(EXERCISE DATA Opens)
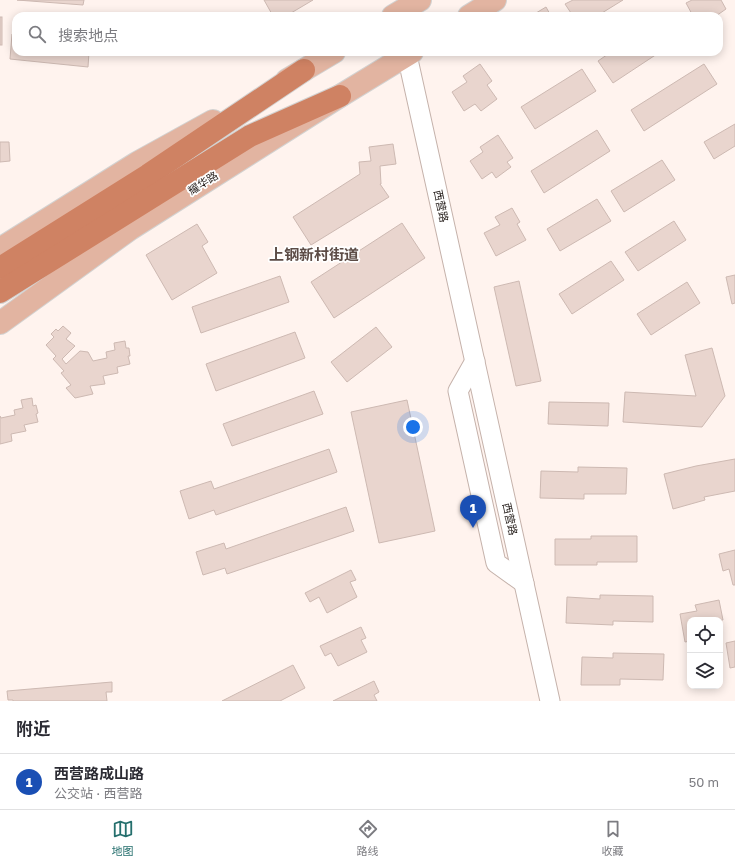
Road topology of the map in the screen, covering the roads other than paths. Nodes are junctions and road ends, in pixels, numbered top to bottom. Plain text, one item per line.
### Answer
1 (420, 0) edge
2 (495, 0) edge
3 (400, 12) edge
4 (476, 12) edge
5 (327, 56) edge
6 (403, 56) edge
7 (409, 56) edge
8 (304, 70) junction
9 (340, 96) junction
10 (0, 249) edge
11 (0, 268) edge
12 (0, 292) edge
13 (0, 323) edge
14 (550, 701) edge

1 - 3 main road
2 - 4 main road
5 - 8 main road
6 - 9 main road, 耀华路
7 - 14 street, 西营路
8 - 10 main road
8 - 11 highway
9 - 12 highway
9 - 13 main road, 耀华路

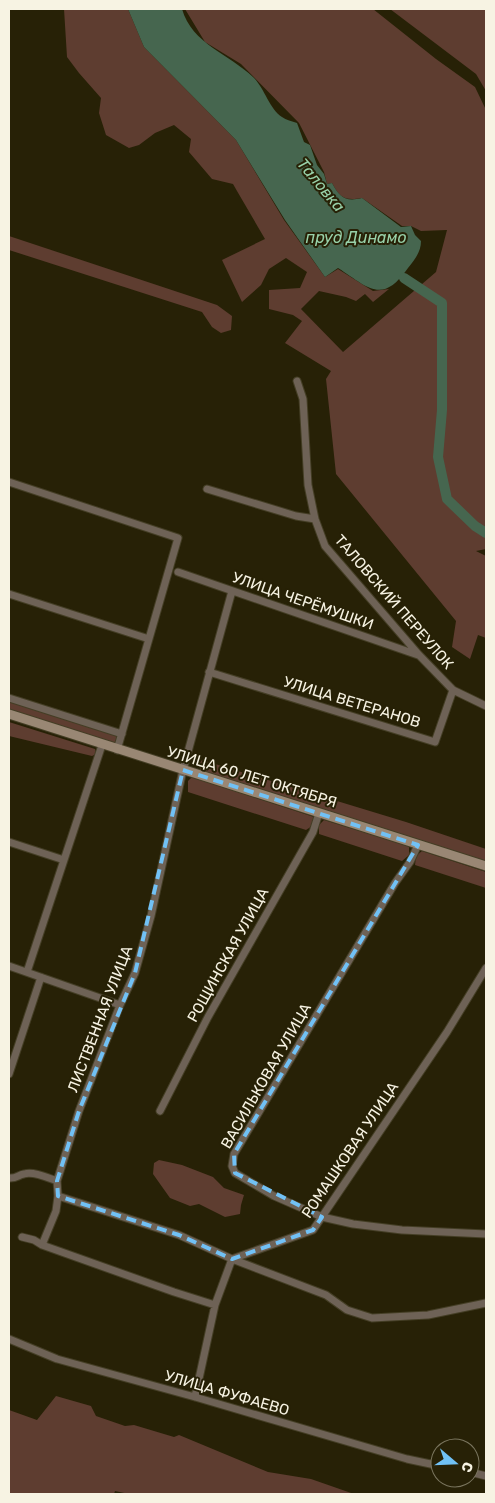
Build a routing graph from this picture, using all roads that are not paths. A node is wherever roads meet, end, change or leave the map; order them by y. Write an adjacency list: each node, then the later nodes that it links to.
1 (297, 381): 4 (street, ТАЛОВСКИЙ ПЕРЕУЛОК)
2 (9, 482): 8 (street)
3 (207, 489): 4 (street)
4 (315, 519): 9 (street, ТАЛОВСКИЙ ПЕРЕУЛОК)
5 (178, 572): 6 (street, УЛИЦА ЧЕРЁМУШКИ)
6 (232, 591): 9 (street, УЛИЦА ЧЕРЁМУШКИ); 10 (street, ЛИСТВЕННАЯ УЛИЦА)
7 (9, 594): 8 (street)
8 (149, 639): 15 (street)
9 (419, 655): 11 (street, ТАЛОВСКИЙ ПЕРЕУЛОК)
10 (209, 672): 11 (street, УЛИЦА ВЕТЕРАНОВ); 18 (street, ЛИСТВЕННАЯ УЛИЦА)
11 (453, 690): 13 (street, ТАЛОВСКИЙ ПЕРЕУЛОК)
12 (9, 698): 15 (street)
13 (486, 706)
14 (9, 714): 16 (street, УЛИЦА 60 ЛЕТ ОКТЯБРЯ)
15 (122, 734): 17 (street)
16 (102, 745): 17 (street, УЛИЦА 60 ЛЕТ ОКТЯБРЯ); 22 (street)
17 (117, 750): 18 (street, УЛИЦА 60 ЛЕТ ОКТЯБРЯ)
18 (183, 770): 19 (street, УЛИЦА 60 ЛЕТ ОКТЯБРЯ); 28 (street, ЛИСТВЕННАЯ УЛИЦА)
19 (319, 813): 21 (street, УЛИЦА 60 ЛЕТ ОКТЯБРЯ); 30 (street, РОЩИНСКАЯ УЛИЦА)
20 (9, 842): 22 (street)
21 (418, 845): 23 (street, УЛИЦА 60 ЛЕТ ОКТЯБРЯ); 34 (street, ВАСИЛЬКОВАЯ УЛИЦА)
22 (64, 860): 26 (street)
23 (486, 866)
24 (9, 966): 26 (street)
25 (486, 968): 34 (street, РОМАШКОВАЯ УЛИЦА)
26 (27, 972): 27 (street)
27 (41, 976): 28 (street); 29 (street)
28 (120, 1005): 32 (street, ЛИСТВЕННАЯ УЛИЦА)
29 (9, 1074)
30 (160, 1111)
31 (11, 1179): 32 (street)
32 (57, 1181): 33 (street, ЛИСТВЕННАЯ УЛИЦА)
33 (58, 1196): 37 (street, ЛИСТВЕННАЯ УЛИЦА); 38 (street)
34 (322, 1217): 35 (street, ВАСИЛЬКОВАЯ УЛИЦА); 38 (street, РОМАШКОВАЯ УЛИЦА)
35 (486, 1234)
36 (22, 1237): 37 (street)
37 (42, 1245): 40 (street)
38 (232, 1259): 39 (street); 40 (street)
39 (486, 1303)
40 (215, 1305): 42 (street)
41 (9, 1339): 42 (street, УЛИЦА ФУФАЕВО)
42 (195, 1397): 43 (street, УЛИЦА ФУФАЕВО)
43 (430, 1464)

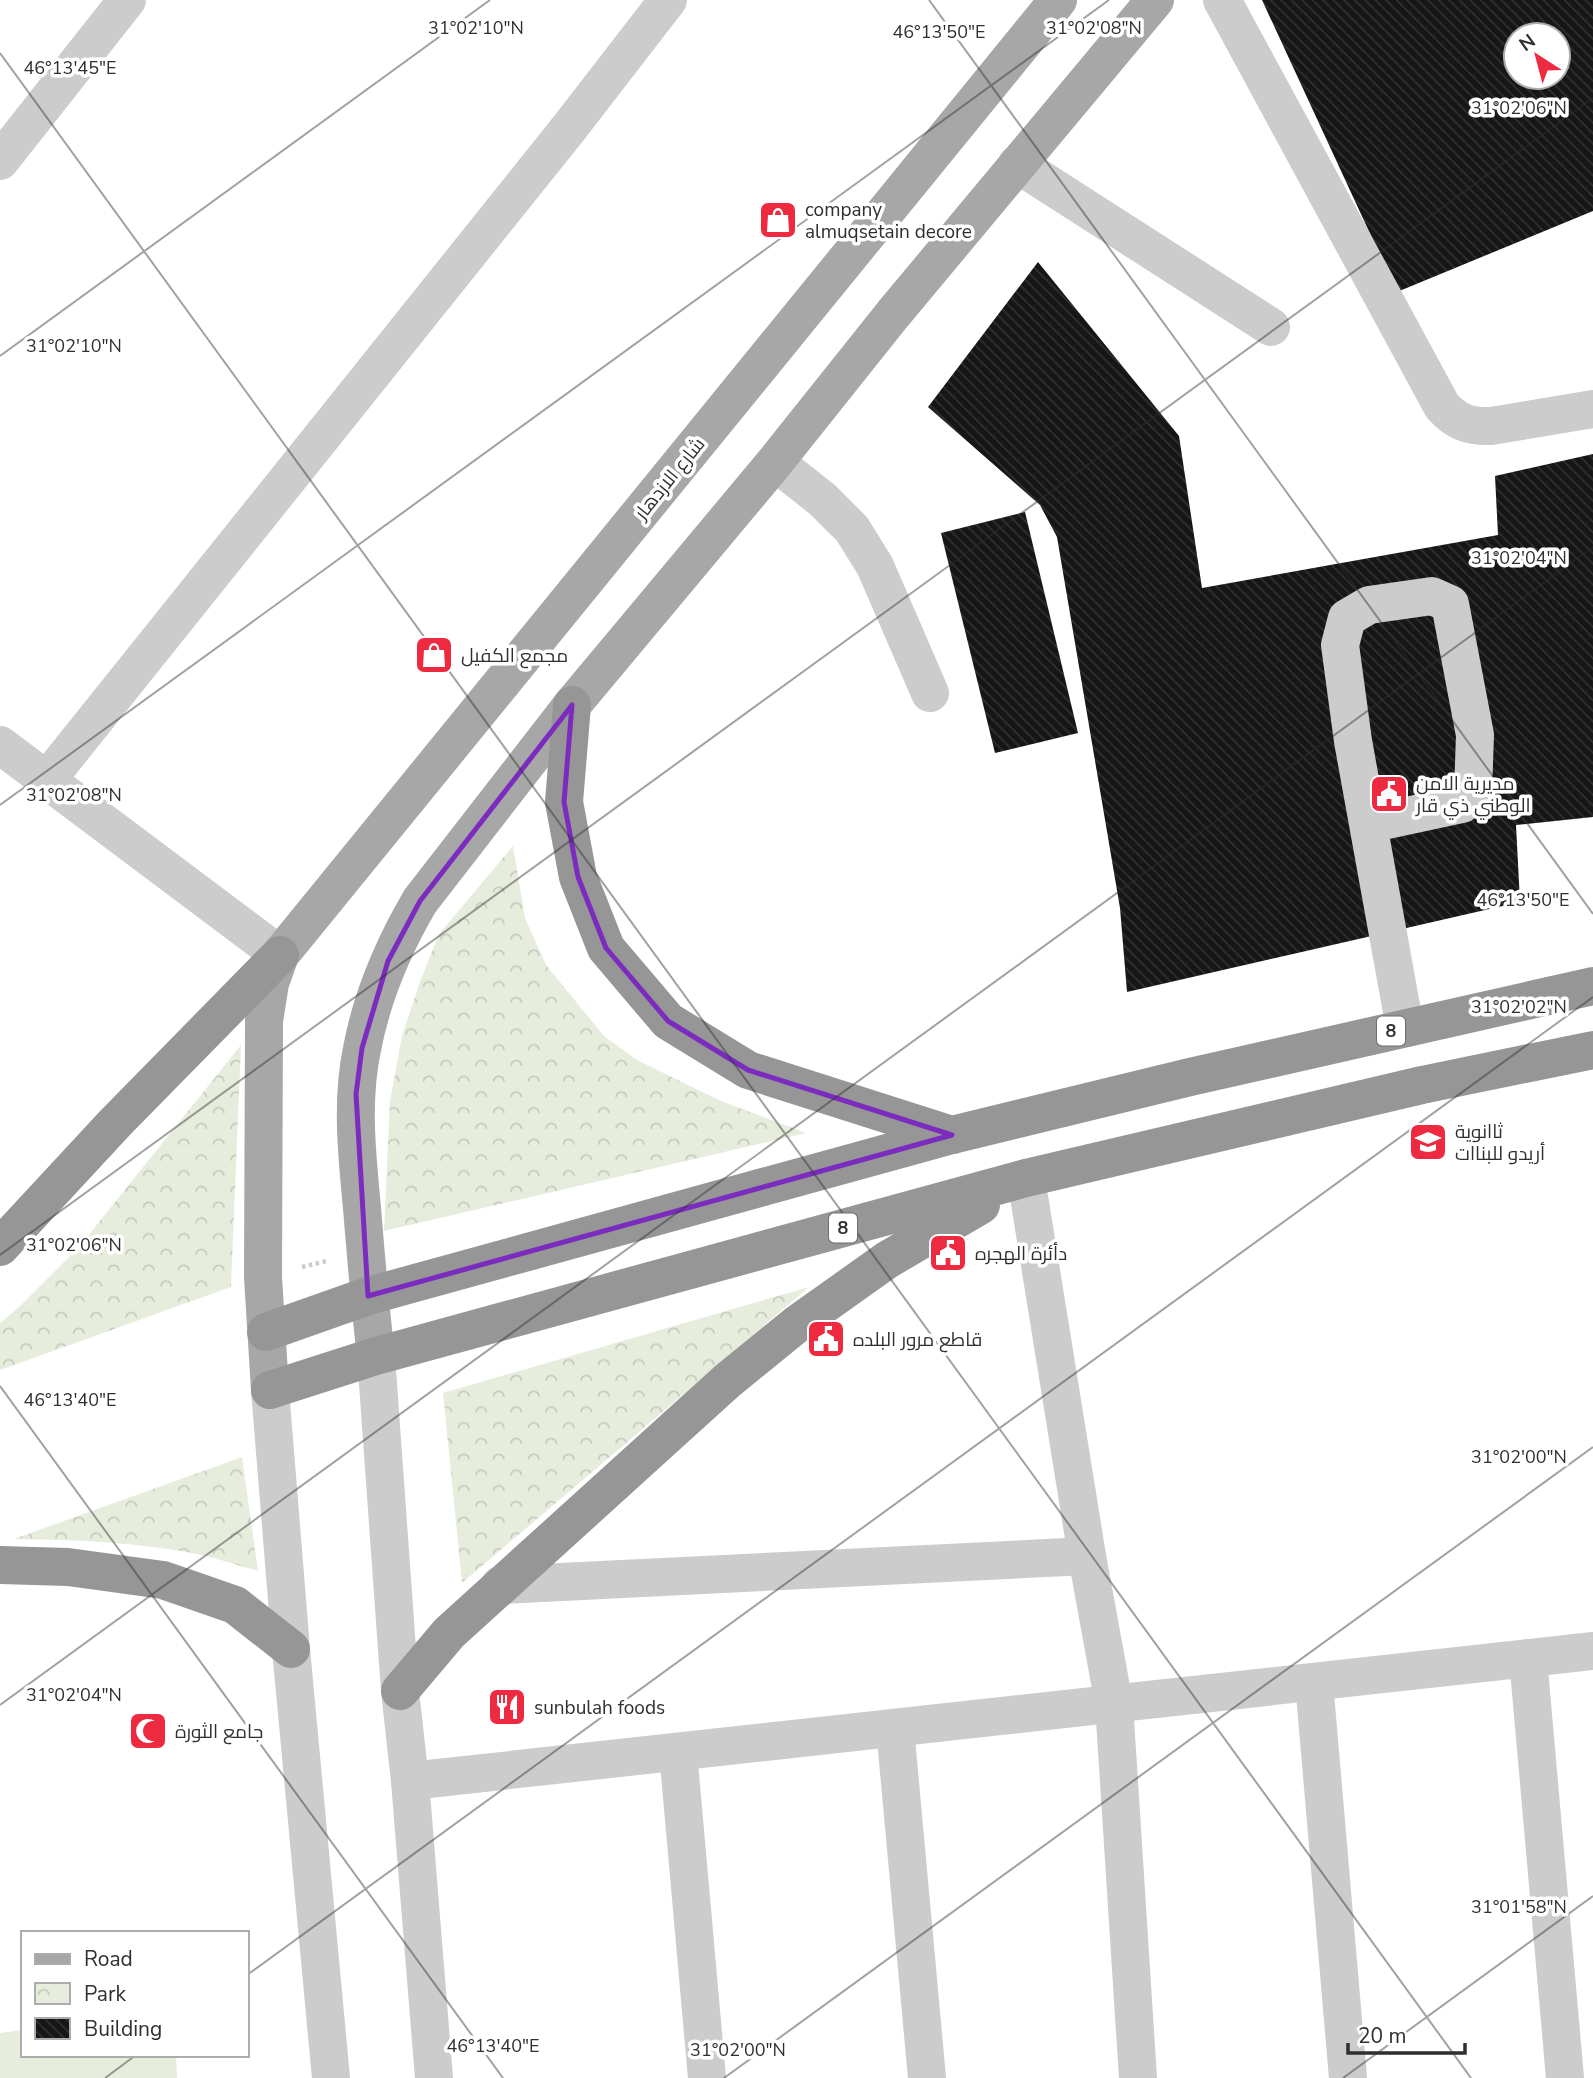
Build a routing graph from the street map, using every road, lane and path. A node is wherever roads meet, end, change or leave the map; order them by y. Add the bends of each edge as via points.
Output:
1 (127, 0) edge
2 (668, 0) edge
3 (1059, 0) edge
4 (1154, 0) edge
5 (1222, 0) edge
6 (0, 161) edge
7 (1017, 164) junction
8 (1271, 327) dead end
9 (1593, 409) edge
10 (775, 461) junction
11 (930, 694) dead end
12 (572, 705) junction
13 (0, 745) edge
14 (46, 781) junction
15 (1369, 824) junction
16 (280, 955) junction
17 (1593, 986) edge
18 (1405, 1028) junction
19 (1593, 1051) edge
20 (952, 1135) junction
21 (1026, 1178) junction
22 (0, 1247) edge
23 (365, 1251) junction
24 (263, 1277) junction
25 (368, 1296) junction
26 (266, 1332) junction
27 (376, 1356) junction
28 (271, 1390) junction
29 (1087, 1556) junction
30 (0, 1565) edge
31 (500, 1585) junction
32 (291, 1649) junction
33 (1593, 1651) edge
34 (1528, 1658) junction
35 (1314, 1682) junction
36 (400, 1691) junction
37 (1114, 1704) junction
38 (895, 1728) junction
39 (678, 1752) junction
40 (410, 1781) junction
41 (331, 2078) edge
42 (434, 2078) edge
43 (708, 2078) edge
44 (928, 2078) edge
45 (1138, 2078) edge
46 (1349, 2078) edge
47 (1565, 2078) edge

1 - 6 street
2 - 14 street
3 - 16 main road, شارع الازدهار
4 - 7 main road
5 - 9 street via 1451,416 1464,423 1491,426
7 - 8 street
7 - 10 main road
10 - 11 street via 852,529 875,566
10 - 12 main road
12 - 20 highway via 564,803 578,877 606,948 668,1021 748,1070
12 - 23 main road via 420,901 388,961 362,1048 356,1094
13 - 14 street
14 - 16 street
15 - 15 street via 1340,645 1347,618 1369,605 1432,596 1450,604 1475,735 1473,792 1462,804
15 - 18 street
16 - 22 highway
16 - 24 main road via 264,1021
17 - 18 highway, 8
18 - 20 highway, 8
19 - 21 highway, 8 via 1422,1085
20 - 25 highway, 8
21 - 27 highway, 8
21 - 29 street
21 - 31 highway via 887,1260 797,1324
23 - 24 path
23 - 25 main road
24 - 26 main road
25 - 26 highway, 8
25 - 27 main road
26 - 28 main road
27 - 28 highway, 8
27 - 36 street
28 - 32 street
29 - 31 street
29 - 37 street
30 - 32 highway via 68,1567 163,1580 235,1605
31 - 36 highway via 449,1633
32 - 41 street
33 - 34 street
34 - 35 street
34 - 47 street
35 - 37 street
35 - 46 street
36 - 40 street
37 - 38 street
37 - 45 street
38 - 39 street
38 - 44 street
39 - 40 street
39 - 43 street
40 - 42 street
(EXERCISE DATA Closes)
Excluding pictures, print all lines above exactly.

= REPLY TO THE EXERCISE =
Road topology of the map in the screen, covering the roads other than paths. Nodes are junctions and road ends, in pixels, numbered top to bottom. Plain text, one item per line.
### Answer
1 (420, 0) edge
2 (495, 0) edge
3 (400, 12) edge
4 (476, 12) edge
5 (327, 56) edge
6 (403, 56) edge
7 (409, 56) edge
8 (304, 70) junction
9 (340, 96) junction
10 (0, 249) edge
11 (0, 268) edge
12 (0, 292) edge
13 (0, 323) edge
14 (550, 701) edge

1 - 3 main road
2 - 4 main road
5 - 8 main road
6 - 9 main road, 耀华路
7 - 14 street, 西营路
8 - 10 main road
8 - 11 highway
9 - 12 highway
9 - 13 main road, 耀华路

Build a routing graph from this picture, using all roads that are not paths. A node is wherever roads meet, end, change or leave the map; order them by y. Write an adjacency list: each node, then the later nodes that it links to.
1 (297, 381): 4 (street, ТАЛОВСКИЙ ПЕРЕУЛОК)
2 (9, 482): 8 (street)
3 (207, 489): 4 (street)
4 (315, 519): 9 (street, ТАЛОВСКИЙ ПЕРЕУЛОК)
5 (178, 572): 6 (street, УЛИЦА ЧЕРЁМУШКИ)
6 (232, 591): 9 (street, УЛИЦА ЧЕРЁМУШКИ); 10 (street, ЛИСТВЕННАЯ УЛИЦА)
7 (9, 594): 8 (street)
8 (149, 639): 15 (street)
9 (419, 655): 11 (street, ТАЛОВСКИЙ ПЕРЕУЛОК)
10 (209, 672): 11 (street, УЛИЦА ВЕТЕРАНОВ); 18 (street, ЛИСТВЕННАЯ УЛИЦА)
11 (453, 690): 13 (street, ТАЛОВСКИЙ ПЕРЕУЛОК)
12 (9, 698): 15 (street)
13 (486, 706)
14 (9, 714): 16 (street, УЛИЦА 60 ЛЕТ ОКТЯБРЯ)
15 (122, 734): 17 (street)
16 (102, 745): 17 (street, УЛИЦА 60 ЛЕТ ОКТЯБРЯ); 22 (street)
17 (117, 750): 18 (street, УЛИЦА 60 ЛЕТ ОКТЯБРЯ)
18 (183, 770): 19 (street, УЛИЦА 60 ЛЕТ ОКТЯБРЯ); 28 (street, ЛИСТВЕННАЯ УЛИЦА)
19 (319, 813): 21 (street, УЛИЦА 60 ЛЕТ ОКТЯБРЯ); 30 (street, РОЩИНСКАЯ УЛИЦА)
20 (9, 842): 22 (street)
21 (418, 845): 23 (street, УЛИЦА 60 ЛЕТ ОКТЯБРЯ); 34 (street, ВАСИЛЬКОВАЯ УЛИЦА)
22 (64, 860): 26 (street)
23 (486, 866)
24 (9, 966): 26 (street)
25 (486, 968): 34 (street, РОМАШКОВАЯ УЛИЦА)
26 (27, 972): 27 (street)
27 (41, 976): 28 (street); 29 (street)
28 (120, 1005): 32 (street, ЛИСТВЕННАЯ УЛИЦА)
29 (9, 1074)
30 (160, 1111)
31 (11, 1179): 32 (street)
32 (57, 1181): 33 (street, ЛИСТВЕННАЯ УЛИЦА)
33 (58, 1196): 37 (street, ЛИСТВЕННАЯ УЛИЦА); 38 (street)
34 (322, 1217): 35 (street, ВАСИЛЬКОВАЯ УЛИЦА); 38 (street, РОМАШКОВАЯ УЛИЦА)
35 (486, 1234)
36 (22, 1237): 37 (street)
37 (42, 1245): 40 (street)
38 (232, 1259): 39 (street); 40 (street)
39 (486, 1303)
40 (215, 1305): 42 (street)
41 (9, 1339): 42 (street, УЛИЦА ФУФАЕВО)
42 (195, 1397): 43 (street, УЛИЦА ФУФАЕВО)
43 (430, 1464)

Build a routing graph from the street map, using every road, lane and path. A node is wherever roads meet, end, change or leave the map; order them by y. Add the bends of each edge as via points.
Output:
1 (127, 0) edge
2 (668, 0) edge
3 (1059, 0) edge
4 (1154, 0) edge
5 (1222, 0) edge
6 (0, 161) edge
7 (1017, 164) junction
8 (1271, 327) dead end
9 (1593, 409) edge
10 (775, 461) junction
11 (930, 694) dead end
12 (572, 705) junction
13 (0, 745) edge
14 (46, 781) junction
15 (1369, 824) junction
16 (280, 955) junction
17 (1593, 986) edge
18 (1405, 1028) junction
19 (1593, 1051) edge
20 (952, 1135) junction
21 (1026, 1178) junction
22 (0, 1247) edge
23 (365, 1251) junction
24 (263, 1277) junction
25 (368, 1296) junction
26 (266, 1332) junction
27 (376, 1356) junction
28 (271, 1390) junction
29 (1087, 1556) junction
30 (0, 1565) edge
31 (500, 1585) junction
32 (291, 1649) junction
33 (1593, 1651) edge
34 (1528, 1658) junction
35 (1314, 1682) junction
36 (400, 1691) junction
37 (1114, 1704) junction
38 (895, 1728) junction
39 (678, 1752) junction
40 (410, 1781) junction
41 (331, 2078) edge
42 (434, 2078) edge
43 (708, 2078) edge
44 (928, 2078) edge
45 (1138, 2078) edge
46 (1349, 2078) edge
47 (1565, 2078) edge

1 - 6 street
2 - 14 street
3 - 16 main road, شارع الازدهار
4 - 7 main road
5 - 9 street via 1451,416 1464,423 1491,426
7 - 8 street
7 - 10 main road
10 - 11 street via 852,529 875,566
10 - 12 main road
12 - 20 highway via 564,803 578,877 606,948 668,1021 748,1070
12 - 23 main road via 420,901 388,961 362,1048 356,1094
13 - 14 street
14 - 16 street
15 - 15 street via 1340,645 1347,618 1369,605 1432,596 1450,604 1475,735 1473,792 1462,804
15 - 18 street
16 - 22 highway
16 - 24 main road via 264,1021
17 - 18 highway, 8
18 - 20 highway, 8
19 - 21 highway, 8 via 1422,1085
20 - 25 highway, 8
21 - 27 highway, 8
21 - 29 street
21 - 31 highway via 887,1260 797,1324
23 - 24 path
23 - 25 main road
24 - 26 main road
25 - 26 highway, 8
25 - 27 main road
26 - 28 main road
27 - 28 highway, 8
27 - 36 street
28 - 32 street
29 - 31 street
29 - 37 street
30 - 32 highway via 68,1567 163,1580 235,1605
31 - 36 highway via 449,1633
32 - 41 street
33 - 34 street
34 - 35 street
34 - 47 street
35 - 37 street
35 - 46 street
36 - 40 street
37 - 38 street
37 - 45 street
38 - 39 street
38 - 44 street
39 - 40 street
39 - 43 street
40 - 42 street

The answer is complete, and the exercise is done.